#### DATA SHOWN
*** Begin section ***

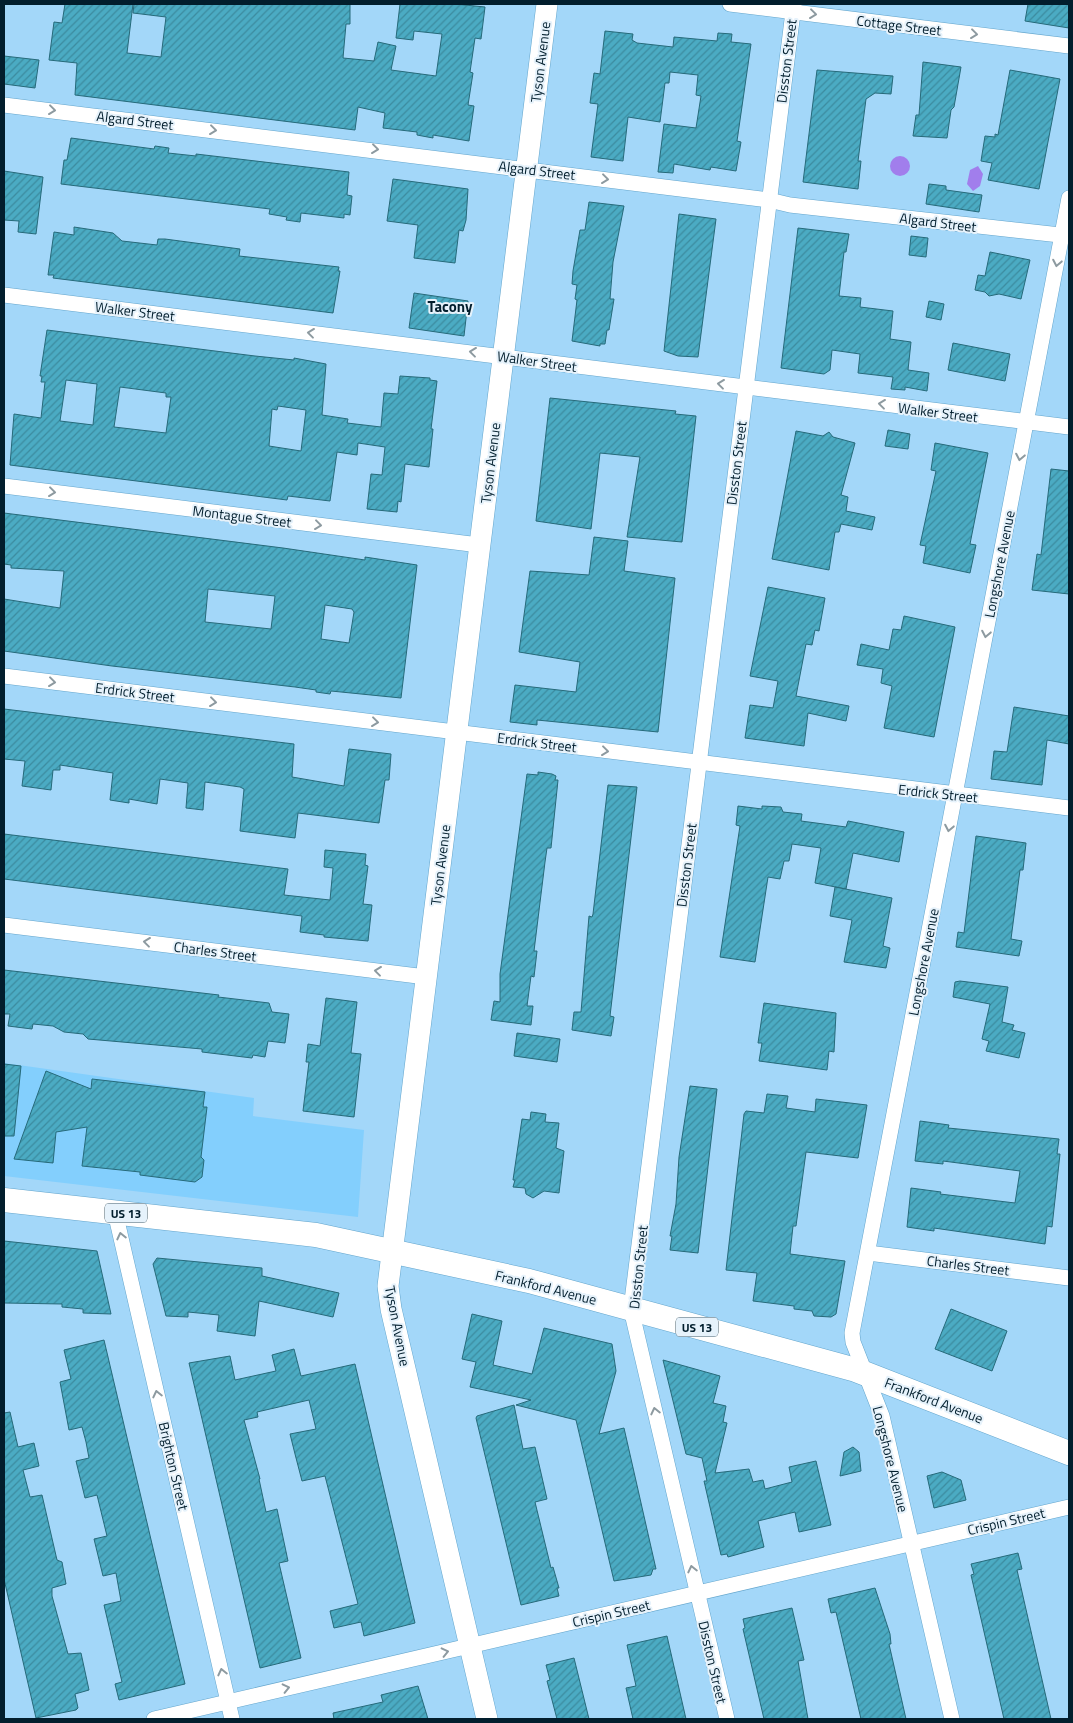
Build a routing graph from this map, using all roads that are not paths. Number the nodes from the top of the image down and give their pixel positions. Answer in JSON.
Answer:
{"nodes":[{"id":1,"x":547,"y":4,"type":"edge"},
{"id":2,"x":730,"y":4,"type":"edge"},
{"id":3,"x":793,"y":8,"type":"edge"},
{"id":4,"x":1069,"y":46,"type":"edge"},
{"id":5,"x":4,"y":104,"type":"edge"},
{"id":6,"x":526,"y":170,"type":"junction"},
{"id":7,"x":1069,"y":198,"type":"edge"},
{"id":8,"x":769,"y":200,"type":"junction"},
{"id":9,"x":1066,"y":236,"type":"edge"},
{"id":10,"x":4,"y":295,"type":"edge"},
{"id":11,"x":503,"y":356,"type":"junction"},
{"id":12,"x":746,"y":386,"type":"junction"},
{"id":13,"x":1026,"y":422,"type":"junction"},
{"id":14,"x":1069,"y":427,"type":"edge"},
{"id":15,"x":4,"y":486,"type":"edge"},
{"id":16,"x":479,"y":545,"type":"junction"},
{"id":17,"x":4,"y":676,"type":"edge"},
{"id":18,"x":456,"y":732,"type":"junction"},
{"id":19,"x":699,"y":763,"type":"junction"},
{"id":20,"x":955,"y":794,"type":"junction"},
{"id":21,"x":1069,"y":808,"type":"edge"},
{"id":22,"x":4,"y":925,"type":"edge"},
{"id":23,"x":426,"y":977,"type":"junction"},
{"id":24,"x":4,"y":1200,"type":"edge"},
{"id":25,"x":115,"y":1212,"type":"junction"},
{"id":26,"x":391,"y":1251,"type":"junction"},
{"id":27,"x":868,"y":1253,"type":"junction"},
{"id":28,"x":1069,"y":1278,"type":"edge"},
{"id":29,"x":631,"y":1309,"type":"junction"},
{"id":30,"x":866,"y":1374,"type":"junction"},
{"id":31,"x":1069,"y":1453,"type":"edge"},
{"id":32,"x":1069,"y":1507,"type":"edge"},
{"id":33,"x":912,"y":1544,"type":"junction"},
{"id":34,"x":697,"y":1593,"type":"junction"},
{"id":35,"x":470,"y":1646,"type":"junction"},
{"id":36,"x":228,"y":1702,"type":"junction"},
{"id":37,"x":154,"y":1719,"type":"edge"},
{"id":38,"x":232,"y":1719,"type":"edge"},
{"id":39,"x":487,"y":1719,"type":"edge"},
{"id":40,"x":726,"y":1719,"type":"edge"},
{"id":41,"x":952,"y":1719,"type":"edge"}],
"edges":[{"from":1,"to":6,"type":"street","name":"Tyson Avenue"},
{"from":2,"to":3,"type":"street","name":"Cottage Street"},
{"from":3,"to":4,"type":"street","name":"Cottage Street","one_way":true},
{"from":3,"to":8,"type":"street","name":"Disston Street"},
{"from":5,"to":6,"type":"street","name":"Algard Street","one_way":true},
{"from":6,"to":8,"type":"street","name":"Algard Street","one_way":true},
{"from":6,"to":11,"type":"street","name":"Tyson Avenue"},
{"from":7,"to":9,"type":"street","name":"Longshore Avenue"},
{"from":8,"to":9,"type":"street","name":"Algard Street"},
{"from":8,"to":12,"type":"street","name":"Disston Street"},
{"from":9,"to":13,"type":"street","name":"Longshore Avenue","one_way":true},
{"from":11,"to":10,"type":"street","name":"Walker Street","one_way":true},
{"from":12,"to":11,"type":"street","name":"Walker Street","one_way":true},
{"from":11,"to":16,"type":"street","name":"Tyson Avenue"},
{"from":13,"to":12,"type":"street","name":"Walker Street","one_way":true},
{"from":12,"to":19,"type":"street","name":"Disston Street"},
{"from":13,"to":14,"type":"street","name":"Walker Street"},
{"from":13,"to":20,"type":"street","name":"Longshore Avenue","one_way":true},
{"from":15,"to":16,"type":"street","name":"Montague Street","one_way":true},
{"from":16,"to":18,"type":"street","name":"Tyson Avenue"},
{"from":17,"to":18,"type":"street","name":"Erdrick Street","one_way":true},
{"from":18,"to":19,"type":"street","name":"Erdrick Street","one_way":true},
{"from":18,"to":23,"type":"street","name":"Tyson Avenue"},
{"from":19,"to":20,"type":"street","name":"Erdrick Street"},
{"from":19,"to":29,"type":"street","name":"Disston Street"},
{"from":20,"to":21,"type":"street","name":"Erdrick Street"},
{"from":20,"to":27,"type":"street","name":"Longshore Avenue","one_way":true},
{"from":23,"to":22,"type":"street","name":"Charles Street","one_way":true},
{"from":23,"to":26,"type":"street","name":"Tyson Avenue"},
{"from":24,"to":25,"type":"main road","name":"Frankford Avenue","number":"US 13"},
{"from":25,"to":26,"type":"main road","name":"Frankford Avenue","number":"US 13"},
{"from":36,"to":25,"type":"street","name":"Brighton Street","one_way":true},
{"from":26,"to":29,"type":"main road","name":"Frankford Avenue","number":"US 13"},
{"from":26,"to":35,"type":"street","name":"Tyson Avenue"},
{"from":27,"to":28,"type":"street","name":"Charles Street"},
{"from":27,"to":30,"type":"street","name":"Longshore Avenue"},
{"from":29,"to":30,"type":"main road","name":"Frankford Avenue","number":"US 13"},
{"from":34,"to":29,"type":"street","name":"Disston Street","one_way":true},
{"from":30,"to":31,"type":"main road","name":"Frankford Avenue","number":"US 13"},
{"from":30,"to":33,"type":"street","name":"Longshore Avenue"},
{"from":32,"to":33,"type":"street","name":"Crispin Street"},
{"from":33,"to":34,"type":"street","name":"Crispin Street"},
{"from":33,"to":41,"type":"street","name":"Longshore Avenue"},
{"from":34,"to":35,"type":"street","name":"Crispin Street"},
{"from":34,"to":40,"type":"street","name":"Disston Street"},
{"from":36,"to":35,"type":"street","name":"Crispin Street","one_way":true},
{"from":35,"to":39,"type":"street","name":"Tyson Avenue"},
{"from":36,"to":37,"type":"street","name":"Crispin Street"},
{"from":36,"to":38,"type":"street","name":"Brighton Street"}]}
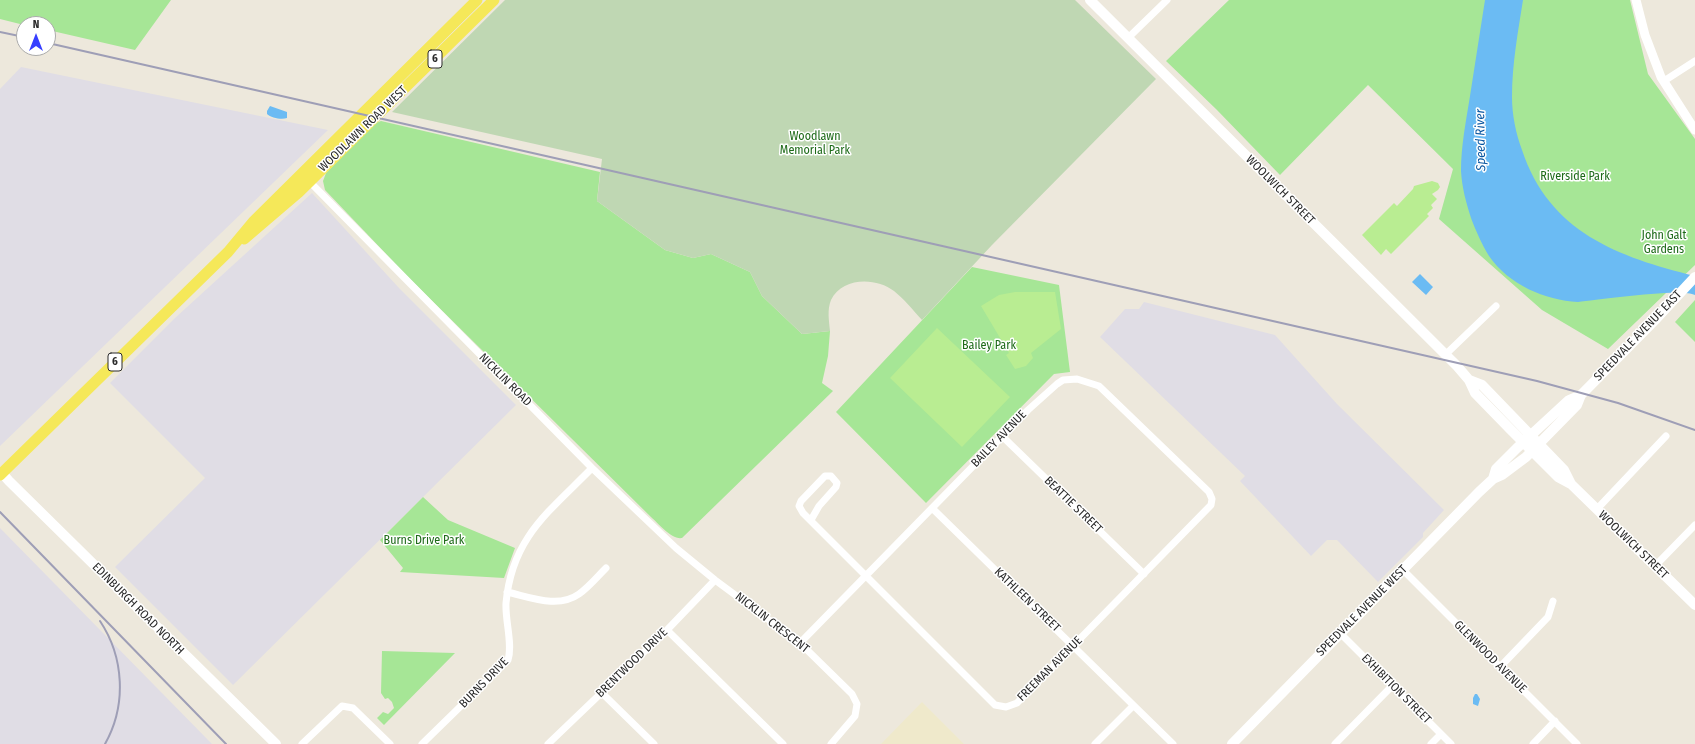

*** End section ***

#### YOUR OBJECTIVE
With the images excluded, reproduce the data above precisely as written.

#### SOLUTION TO THIS TASK
Build a routing graph from this map, using all roads that are not paths. Number the nodes from the top of the image down and give their pixel positions. Answer in JSON.
Answer:
{"nodes":[{"id":1,"x":547,"y":4,"type":"edge"},
{"id":2,"x":730,"y":4,"type":"edge"},
{"id":3,"x":793,"y":8,"type":"edge"},
{"id":4,"x":1069,"y":46,"type":"edge"},
{"id":5,"x":4,"y":104,"type":"edge"},
{"id":6,"x":526,"y":170,"type":"junction"},
{"id":7,"x":1069,"y":198,"type":"edge"},
{"id":8,"x":769,"y":200,"type":"junction"},
{"id":9,"x":1066,"y":236,"type":"edge"},
{"id":10,"x":4,"y":295,"type":"edge"},
{"id":11,"x":503,"y":356,"type":"junction"},
{"id":12,"x":746,"y":386,"type":"junction"},
{"id":13,"x":1026,"y":422,"type":"junction"},
{"id":14,"x":1069,"y":427,"type":"edge"},
{"id":15,"x":4,"y":486,"type":"edge"},
{"id":16,"x":479,"y":545,"type":"junction"},
{"id":17,"x":4,"y":676,"type":"edge"},
{"id":18,"x":456,"y":732,"type":"junction"},
{"id":19,"x":699,"y":763,"type":"junction"},
{"id":20,"x":955,"y":794,"type":"junction"},
{"id":21,"x":1069,"y":808,"type":"edge"},
{"id":22,"x":4,"y":925,"type":"edge"},
{"id":23,"x":426,"y":977,"type":"junction"},
{"id":24,"x":4,"y":1200,"type":"edge"},
{"id":25,"x":115,"y":1212,"type":"junction"},
{"id":26,"x":391,"y":1251,"type":"junction"},
{"id":27,"x":868,"y":1253,"type":"junction"},
{"id":28,"x":1069,"y":1278,"type":"edge"},
{"id":29,"x":631,"y":1309,"type":"junction"},
{"id":30,"x":866,"y":1374,"type":"junction"},
{"id":31,"x":1069,"y":1453,"type":"edge"},
{"id":32,"x":1069,"y":1507,"type":"edge"},
{"id":33,"x":912,"y":1544,"type":"junction"},
{"id":34,"x":697,"y":1593,"type":"junction"},
{"id":35,"x":470,"y":1646,"type":"junction"},
{"id":36,"x":228,"y":1702,"type":"junction"},
{"id":37,"x":154,"y":1719,"type":"edge"},
{"id":38,"x":232,"y":1719,"type":"edge"},
{"id":39,"x":487,"y":1719,"type":"edge"},
{"id":40,"x":726,"y":1719,"type":"edge"},
{"id":41,"x":952,"y":1719,"type":"edge"}],
"edges":[{"from":1,"to":6,"type":"street","name":"Tyson Avenue"},
{"from":2,"to":3,"type":"street","name":"Cottage Street"},
{"from":3,"to":4,"type":"street","name":"Cottage Street","one_way":true},
{"from":3,"to":8,"type":"street","name":"Disston Street"},
{"from":5,"to":6,"type":"street","name":"Algard Street","one_way":true},
{"from":6,"to":8,"type":"street","name":"Algard Street","one_way":true},
{"from":6,"to":11,"type":"street","name":"Tyson Avenue"},
{"from":7,"to":9,"type":"street","name":"Longshore Avenue"},
{"from":8,"to":9,"type":"street","name":"Algard Street"},
{"from":8,"to":12,"type":"street","name":"Disston Street"},
{"from":9,"to":13,"type":"street","name":"Longshore Avenue","one_way":true},
{"from":11,"to":10,"type":"street","name":"Walker Street","one_way":true},
{"from":12,"to":11,"type":"street","name":"Walker Street","one_way":true},
{"from":11,"to":16,"type":"street","name":"Tyson Avenue"},
{"from":13,"to":12,"type":"street","name":"Walker Street","one_way":true},
{"from":12,"to":19,"type":"street","name":"Disston Street"},
{"from":13,"to":14,"type":"street","name":"Walker Street"},
{"from":13,"to":20,"type":"street","name":"Longshore Avenue","one_way":true},
{"from":15,"to":16,"type":"street","name":"Montague Street","one_way":true},
{"from":16,"to":18,"type":"street","name":"Tyson Avenue"},
{"from":17,"to":18,"type":"street","name":"Erdrick Street","one_way":true},
{"from":18,"to":19,"type":"street","name":"Erdrick Street","one_way":true},
{"from":18,"to":23,"type":"street","name":"Tyson Avenue"},
{"from":19,"to":20,"type":"street","name":"Erdrick Street"},
{"from":19,"to":29,"type":"street","name":"Disston Street"},
{"from":20,"to":21,"type":"street","name":"Erdrick Street"},
{"from":20,"to":27,"type":"street","name":"Longshore Avenue","one_way":true},
{"from":23,"to":22,"type":"street","name":"Charles Street","one_way":true},
{"from":23,"to":26,"type":"street","name":"Tyson Avenue"},
{"from":24,"to":25,"type":"main road","name":"Frankford Avenue","number":"US 13"},
{"from":25,"to":26,"type":"main road","name":"Frankford Avenue","number":"US 13"},
{"from":36,"to":25,"type":"street","name":"Brighton Street","one_way":true},
{"from":26,"to":29,"type":"main road","name":"Frankford Avenue","number":"US 13"},
{"from":26,"to":35,"type":"street","name":"Tyson Avenue"},
{"from":27,"to":28,"type":"street","name":"Charles Street"},
{"from":27,"to":30,"type":"street","name":"Longshore Avenue"},
{"from":29,"to":30,"type":"main road","name":"Frankford Avenue","number":"US 13"},
{"from":34,"to":29,"type":"street","name":"Disston Street","one_way":true},
{"from":30,"to":31,"type":"main road","name":"Frankford Avenue","number":"US 13"},
{"from":30,"to":33,"type":"street","name":"Longshore Avenue"},
{"from":32,"to":33,"type":"street","name":"Crispin Street"},
{"from":33,"to":34,"type":"street","name":"Crispin Street"},
{"from":33,"to":41,"type":"street","name":"Longshore Avenue"},
{"from":34,"to":35,"type":"street","name":"Crispin Street"},
{"from":34,"to":40,"type":"street","name":"Disston Street"},
{"from":36,"to":35,"type":"street","name":"Crispin Street","one_way":true},
{"from":35,"to":39,"type":"street","name":"Tyson Avenue"},
{"from":36,"to":37,"type":"street","name":"Crispin Street"},
{"from":36,"to":38,"type":"street","name":"Brighton Street"}]}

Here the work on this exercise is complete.